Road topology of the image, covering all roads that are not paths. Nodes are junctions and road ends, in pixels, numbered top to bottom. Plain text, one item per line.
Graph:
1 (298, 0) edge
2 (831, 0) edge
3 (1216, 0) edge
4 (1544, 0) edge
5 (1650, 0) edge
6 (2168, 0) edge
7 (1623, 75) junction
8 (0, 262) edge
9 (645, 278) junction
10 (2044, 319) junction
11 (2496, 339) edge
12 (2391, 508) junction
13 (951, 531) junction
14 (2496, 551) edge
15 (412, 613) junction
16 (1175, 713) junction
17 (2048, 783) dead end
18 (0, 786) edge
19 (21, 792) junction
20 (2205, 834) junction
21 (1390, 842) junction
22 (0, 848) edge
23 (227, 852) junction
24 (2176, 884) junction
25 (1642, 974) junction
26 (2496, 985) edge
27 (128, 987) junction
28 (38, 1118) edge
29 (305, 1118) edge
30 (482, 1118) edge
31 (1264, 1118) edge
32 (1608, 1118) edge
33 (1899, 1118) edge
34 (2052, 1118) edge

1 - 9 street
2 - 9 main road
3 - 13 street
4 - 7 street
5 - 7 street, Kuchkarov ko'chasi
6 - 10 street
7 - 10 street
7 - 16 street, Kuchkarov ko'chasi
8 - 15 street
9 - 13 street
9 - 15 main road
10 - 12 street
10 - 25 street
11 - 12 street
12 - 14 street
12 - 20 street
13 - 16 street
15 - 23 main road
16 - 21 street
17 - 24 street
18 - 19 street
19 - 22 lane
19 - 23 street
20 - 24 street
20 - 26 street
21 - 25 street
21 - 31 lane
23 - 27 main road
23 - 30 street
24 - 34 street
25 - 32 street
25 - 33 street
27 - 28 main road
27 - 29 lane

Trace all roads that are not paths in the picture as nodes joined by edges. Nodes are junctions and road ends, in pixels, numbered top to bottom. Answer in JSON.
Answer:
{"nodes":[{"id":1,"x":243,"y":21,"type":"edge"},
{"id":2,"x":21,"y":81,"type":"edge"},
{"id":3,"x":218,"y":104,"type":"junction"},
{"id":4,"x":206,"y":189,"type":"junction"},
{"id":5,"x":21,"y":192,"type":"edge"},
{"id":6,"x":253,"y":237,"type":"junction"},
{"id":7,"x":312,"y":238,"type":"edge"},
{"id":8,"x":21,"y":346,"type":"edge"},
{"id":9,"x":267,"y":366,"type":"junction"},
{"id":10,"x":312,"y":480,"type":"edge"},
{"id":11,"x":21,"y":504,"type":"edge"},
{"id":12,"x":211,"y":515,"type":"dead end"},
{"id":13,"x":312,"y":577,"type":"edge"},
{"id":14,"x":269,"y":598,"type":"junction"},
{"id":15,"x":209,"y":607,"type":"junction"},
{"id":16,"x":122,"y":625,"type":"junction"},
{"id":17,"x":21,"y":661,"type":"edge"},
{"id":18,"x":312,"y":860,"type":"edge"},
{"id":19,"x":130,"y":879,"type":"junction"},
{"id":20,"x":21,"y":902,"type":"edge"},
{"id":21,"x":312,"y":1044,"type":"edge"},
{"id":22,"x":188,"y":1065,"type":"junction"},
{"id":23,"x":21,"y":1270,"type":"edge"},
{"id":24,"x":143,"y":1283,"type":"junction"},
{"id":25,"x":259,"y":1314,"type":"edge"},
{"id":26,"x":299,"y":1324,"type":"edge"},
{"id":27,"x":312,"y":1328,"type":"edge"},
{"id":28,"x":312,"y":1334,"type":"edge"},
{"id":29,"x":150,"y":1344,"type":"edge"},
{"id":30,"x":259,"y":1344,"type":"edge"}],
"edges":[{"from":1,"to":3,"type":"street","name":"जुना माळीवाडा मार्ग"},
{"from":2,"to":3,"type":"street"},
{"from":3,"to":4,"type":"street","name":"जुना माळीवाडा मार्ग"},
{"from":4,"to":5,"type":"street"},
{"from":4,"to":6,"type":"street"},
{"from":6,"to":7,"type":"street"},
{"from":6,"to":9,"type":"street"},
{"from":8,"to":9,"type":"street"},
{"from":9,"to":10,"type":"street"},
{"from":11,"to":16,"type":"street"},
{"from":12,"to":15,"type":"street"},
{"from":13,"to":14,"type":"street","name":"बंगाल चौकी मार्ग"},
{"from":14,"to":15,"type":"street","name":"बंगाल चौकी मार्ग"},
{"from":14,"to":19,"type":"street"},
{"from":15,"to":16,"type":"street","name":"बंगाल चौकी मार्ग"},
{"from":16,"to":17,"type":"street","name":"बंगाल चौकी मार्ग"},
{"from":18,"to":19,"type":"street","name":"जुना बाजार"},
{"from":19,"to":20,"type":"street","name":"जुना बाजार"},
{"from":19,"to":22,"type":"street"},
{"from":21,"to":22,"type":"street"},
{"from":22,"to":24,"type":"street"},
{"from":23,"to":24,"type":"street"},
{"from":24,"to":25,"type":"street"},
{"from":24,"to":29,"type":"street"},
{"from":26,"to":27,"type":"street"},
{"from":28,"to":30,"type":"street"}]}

---

For this exercise, output the records in full, exactly.

Road topology of the image, covering all roads that are not paths. Nodes are junctions and road ends, in pixels, numbered top to bottom. Plain text, one item per line.
Graph:
1 (298, 0) edge
2 (831, 0) edge
3 (1216, 0) edge
4 (1544, 0) edge
5 (1650, 0) edge
6 (2168, 0) edge
7 (1623, 75) junction
8 (0, 262) edge
9 (645, 278) junction
10 (2044, 319) junction
11 (2496, 339) edge
12 (2391, 508) junction
13 (951, 531) junction
14 (2496, 551) edge
15 (412, 613) junction
16 (1175, 713) junction
17 (2048, 783) dead end
18 (0, 786) edge
19 (21, 792) junction
20 (2205, 834) junction
21 (1390, 842) junction
22 (0, 848) edge
23 (227, 852) junction
24 (2176, 884) junction
25 (1642, 974) junction
26 (2496, 985) edge
27 (128, 987) junction
28 (38, 1118) edge
29 (305, 1118) edge
30 (482, 1118) edge
31 (1264, 1118) edge
32 (1608, 1118) edge
33 (1899, 1118) edge
34 (2052, 1118) edge

1 - 9 street
2 - 9 main road
3 - 13 street
4 - 7 street
5 - 7 street, Kuchkarov ko'chasi
6 - 10 street
7 - 10 street
7 - 16 street, Kuchkarov ko'chasi
8 - 15 street
9 - 13 street
9 - 15 main road
10 - 12 street
10 - 25 street
11 - 12 street
12 - 14 street
12 - 20 street
13 - 16 street
15 - 23 main road
16 - 21 street
17 - 24 street
18 - 19 street
19 - 22 lane
19 - 23 street
20 - 24 street
20 - 26 street
21 - 25 street
21 - 31 lane
23 - 27 main road
23 - 30 street
24 - 34 street
25 - 32 street
25 - 33 street
27 - 28 main road
27 - 29 lane

Trace all roads that are not paths in the picture as nodes joined by edges. Nodes are junctions and road ends, in pixels, numbered top to bottom. Answer in JSON.
Answer:
{"nodes":[{"id":1,"x":243,"y":21,"type":"edge"},
{"id":2,"x":21,"y":81,"type":"edge"},
{"id":3,"x":218,"y":104,"type":"junction"},
{"id":4,"x":206,"y":189,"type":"junction"},
{"id":5,"x":21,"y":192,"type":"edge"},
{"id":6,"x":253,"y":237,"type":"junction"},
{"id":7,"x":312,"y":238,"type":"edge"},
{"id":8,"x":21,"y":346,"type":"edge"},
{"id":9,"x":267,"y":366,"type":"junction"},
{"id":10,"x":312,"y":480,"type":"edge"},
{"id":11,"x":21,"y":504,"type":"edge"},
{"id":12,"x":211,"y":515,"type":"dead end"},
{"id":13,"x":312,"y":577,"type":"edge"},
{"id":14,"x":269,"y":598,"type":"junction"},
{"id":15,"x":209,"y":607,"type":"junction"},
{"id":16,"x":122,"y":625,"type":"junction"},
{"id":17,"x":21,"y":661,"type":"edge"},
{"id":18,"x":312,"y":860,"type":"edge"},
{"id":19,"x":130,"y":879,"type":"junction"},
{"id":20,"x":21,"y":902,"type":"edge"},
{"id":21,"x":312,"y":1044,"type":"edge"},
{"id":22,"x":188,"y":1065,"type":"junction"},
{"id":23,"x":21,"y":1270,"type":"edge"},
{"id":24,"x":143,"y":1283,"type":"junction"},
{"id":25,"x":259,"y":1314,"type":"edge"},
{"id":26,"x":299,"y":1324,"type":"edge"},
{"id":27,"x":312,"y":1328,"type":"edge"},
{"id":28,"x":312,"y":1334,"type":"edge"},
{"id":29,"x":150,"y":1344,"type":"edge"},
{"id":30,"x":259,"y":1344,"type":"edge"}],
"edges":[{"from":1,"to":3,"type":"street","name":"जुना माळीवाडा मार्ग"},
{"from":2,"to":3,"type":"street"},
{"from":3,"to":4,"type":"street","name":"जुना माळीवाडा मार्ग"},
{"from":4,"to":5,"type":"street"},
{"from":4,"to":6,"type":"street"},
{"from":6,"to":7,"type":"street"},
{"from":6,"to":9,"type":"street"},
{"from":8,"to":9,"type":"street"},
{"from":9,"to":10,"type":"street"},
{"from":11,"to":16,"type":"street"},
{"from":12,"to":15,"type":"street"},
{"from":13,"to":14,"type":"street","name":"बंगाल चौकी मार्ग"},
{"from":14,"to":15,"type":"street","name":"बंगाल चौकी मार्ग"},
{"from":14,"to":19,"type":"street"},
{"from":15,"to":16,"type":"street","name":"बंगाल चौकी मार्ग"},
{"from":16,"to":17,"type":"street","name":"बंगाल चौकी मार्ग"},
{"from":18,"to":19,"type":"street","name":"जुना बाजार"},
{"from":19,"to":20,"type":"street","name":"जुना बाजार"},
{"from":19,"to":22,"type":"street"},
{"from":21,"to":22,"type":"street"},
{"from":22,"to":24,"type":"street"},
{"from":23,"to":24,"type":"street"},
{"from":24,"to":25,"type":"street"},
{"from":24,"to":29,"type":"street"},
{"from":26,"to":27,"type":"street"},
{"from":28,"to":30,"type":"street"}]}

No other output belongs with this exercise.